I understand there are many factors (i.e. time of visit) which impact the decision, but speaking to fellow DVC members and using their experience, what would your "gut" tell you? I also know buying on the resale will limit my stay to the original 13 (at least right now)

Thanks
It really is just a numbers game rather than a gut feeling. I'd recommend taking a look at the point charts for the resorts that you would most likely want to stay at. For two 1 week trips in 1 bedroom units in the times that you mention you probably would need a minimum of 400 points. If you even want CCV then you're closer to 475 points. There are ways of doing it cheaper (do 5 nights avoiding weekends, mixing in studios, etc) but for what you mentioned that's about where you would need to be.
 
Your October/December timeframe will most likely always be your home resort as that is a pretty busy time. Although the 1 bedrooms are a bit easier to get at 7 months,

With SSR and OKW being places you’d want to be, Id go with one of those as it’s a good mix of buy in cost, MFs, and point charts
 
From an economical standpoint, taking into consideration two visits a year (each visit maybe a week long), time left on the contract (i.e. SSR is 2054), typically staying in a 1-bdrm, what would be your gut purchase?

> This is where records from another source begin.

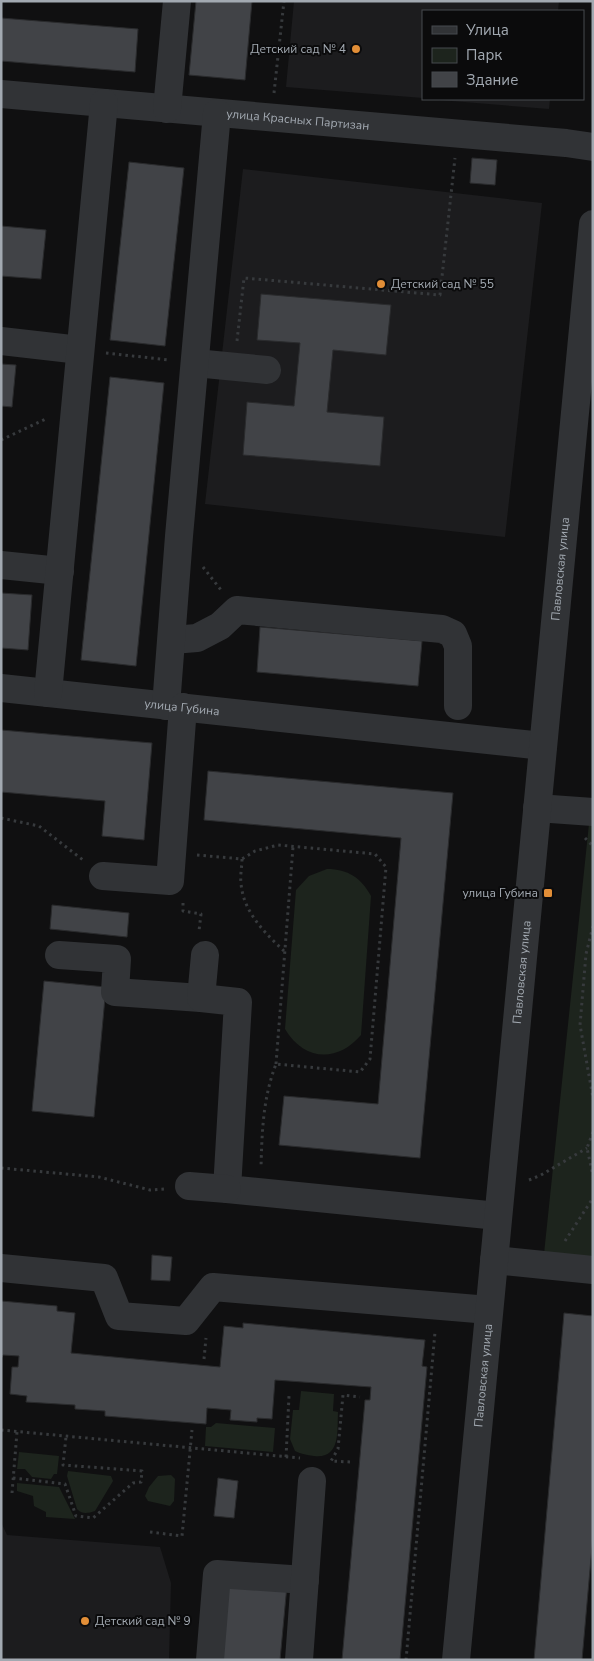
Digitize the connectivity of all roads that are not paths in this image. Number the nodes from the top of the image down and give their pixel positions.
1 (177, 1) edge
2 (1, 94) edge
3 (104, 103) junction
4 (167, 109) junction
5 (217, 113) junction
6 (593, 147) edge
7 (593, 224) edge
8 (1, 341) edge
9 (587, 343) edge
10 (80, 350) junction
11 (196, 363) junction
12 (267, 370) dead end
13 (1, 565) edge
14 (60, 571) junction
15 (172, 640) junction
16 (1, 688) edge
17 (48, 693) junction
18 (458, 706) dead end
19 (175, 707) junction
20 (543, 746) junction
21 (537, 808) junction
22 (593, 812) edge
23 (103, 876) road end
24 (58, 955) dead end
25 (205, 955) dead end
26 (201, 998) junction
27 (189, 1186) road end
28 (227, 1190) junction
29 (498, 1216) junction
30 (494, 1260) junction
31 (1, 1268) edge
32 (593, 1270) edge
33 (489, 1310) junction
34 (317, 1468) road end
35 (305, 1580) junction
36 (210, 1660) edge
37 (300, 1660) edge
38 (456, 1660) edge

1 - 4 street
2 - 3 street, улица Красных Партизан
3 - 4 street, улица Красных Партизан
3 - 10 street
4 - 5 street, улица Красных Партизан
5 - 6 street, улица Красных Партизан
5 - 11 street
7 - 9 street, Павловская улица
8 - 10 street
9 - 20 street, Павловская улица
10 - 14 street
11 - 12 street
11 - 15 street
13 - 14 street
14 - 17 street
15 - 18 street
15 - 19 street
16 - 17 street, улица Губина
17 - 19 street, улица Губина
19 - 20 street, улица Губина
19 - 23 street
20 - 21 street, Павловская улица
21 - 22 street
21 - 29 street, Павловская улица
24 - 26 street
25 - 26 street
26 - 28 street
27 - 28 street
28 - 29 street
29 - 30 street, Павловская улица
30 - 32 street
30 - 33 street, Павловская улица
31 - 33 street
33 - 38 street, Павловская улица
34 - 35 street
35 - 36 street
35 - 37 street

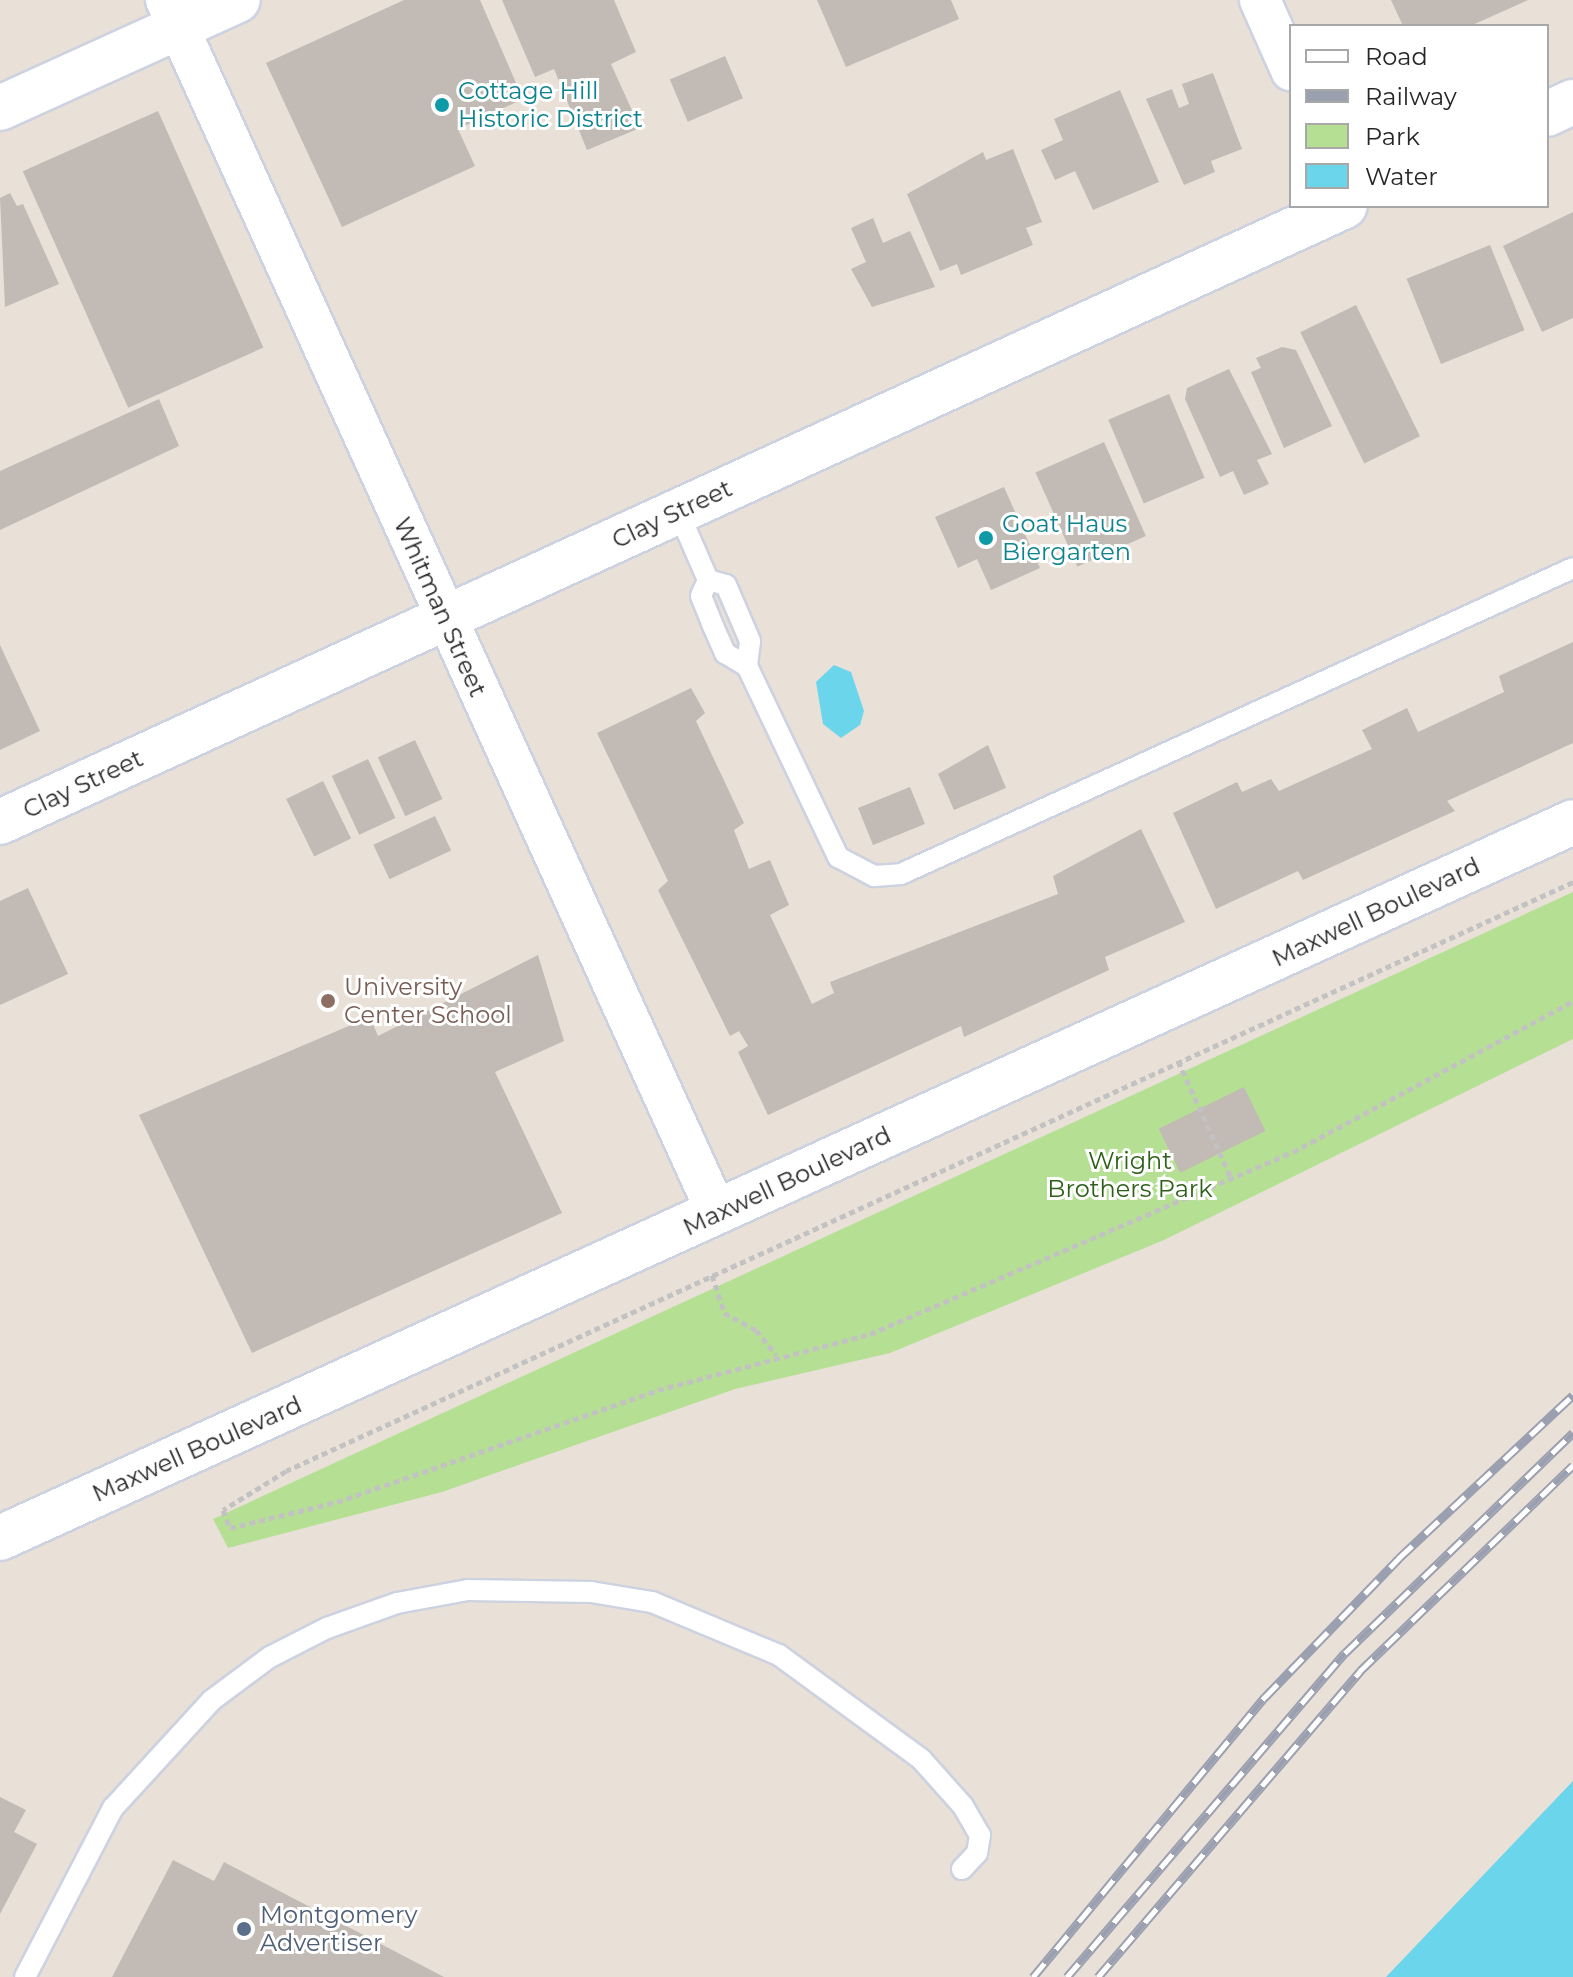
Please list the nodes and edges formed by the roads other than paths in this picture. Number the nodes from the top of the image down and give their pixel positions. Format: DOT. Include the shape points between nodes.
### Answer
graph roads {
  1 [pos="238,0"];
  2 [pos="1260,0"];
  3 [pos="172,14"];
  4 [pos="1289,65"];
  5 [pos="1573,102"];
  6 [pos="0,108"];
  7 [pos="1549,113"];
  8 [pos="1341,208"];
  9 [pos="678,511"];
  10 [pos="1573,568"];
  11 [pos="445,618"];
  12 [pos="0,822"];
  13 [pos="1573,822"];
  14 [pos="717,1213"];
  15 [pos="0,1538"];
  16 [pos="962,1869"];
  17 [pos="25,1977"];
  1 -- 3 [label="main road"];
  2 -- 4 [label="street"];
  3 -- 6 [label="main road"];
  3 -- 11 [label="street, Whitman Street"];
  5 -- 7 [label="main road"];
  8 -- 9 [label="main road, Clay Street"];
  9 -- 10 [label="lane" via="708,580 701,596 719,639 747,666 838,857 874,876 901,874"];
  9 -- 11 [label="main road, Clay Street"];
  11 -- 12 [label="main road, Clay Street"];
  11 -- 14 [label="street, Whitman Street"];
  13 -- 14 [label="main road, Maxwell Boulevard"];
  14 -- 15 [label="main road, Maxwell Boulevard"];
  16 -- 17 [label="lane" via="977,1853 980,1835 963,1806 921,1759 779,1655 652,1602 591,1592 468,1590 397,1603 327,1628 270,1657 212,1700 113,1808"];
}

How many points would you suggest (do not need to stay at the really expensive resorts). Let's use the example, each visit may be OKW, then CCR, AKV,

Say we would visit March/April and then October/December timeframe

I understand there are many factors (i.e. time of visit) which impact the decision, but speaking to fellow DVC members and using their experience, what would your "gut" tell you? I also know buying on the resale will limit my stay to the original 13 (at least right now)

Thanks
Buying resale will limit you to the L14 resorts until 2042 when 5 of those resorts expire. Then you’ll be down to 9, including SSR. Don’t buy expecting DVC to backpedal on that decision. And when it does go down to 9, two of them (AUL and VGC) will not be at Disney World. That will make it more difficult to book a non-home resort at 7 months. Keep in mind that PVB (Poly) does not have 1BR villas, which could limit your choices that much more.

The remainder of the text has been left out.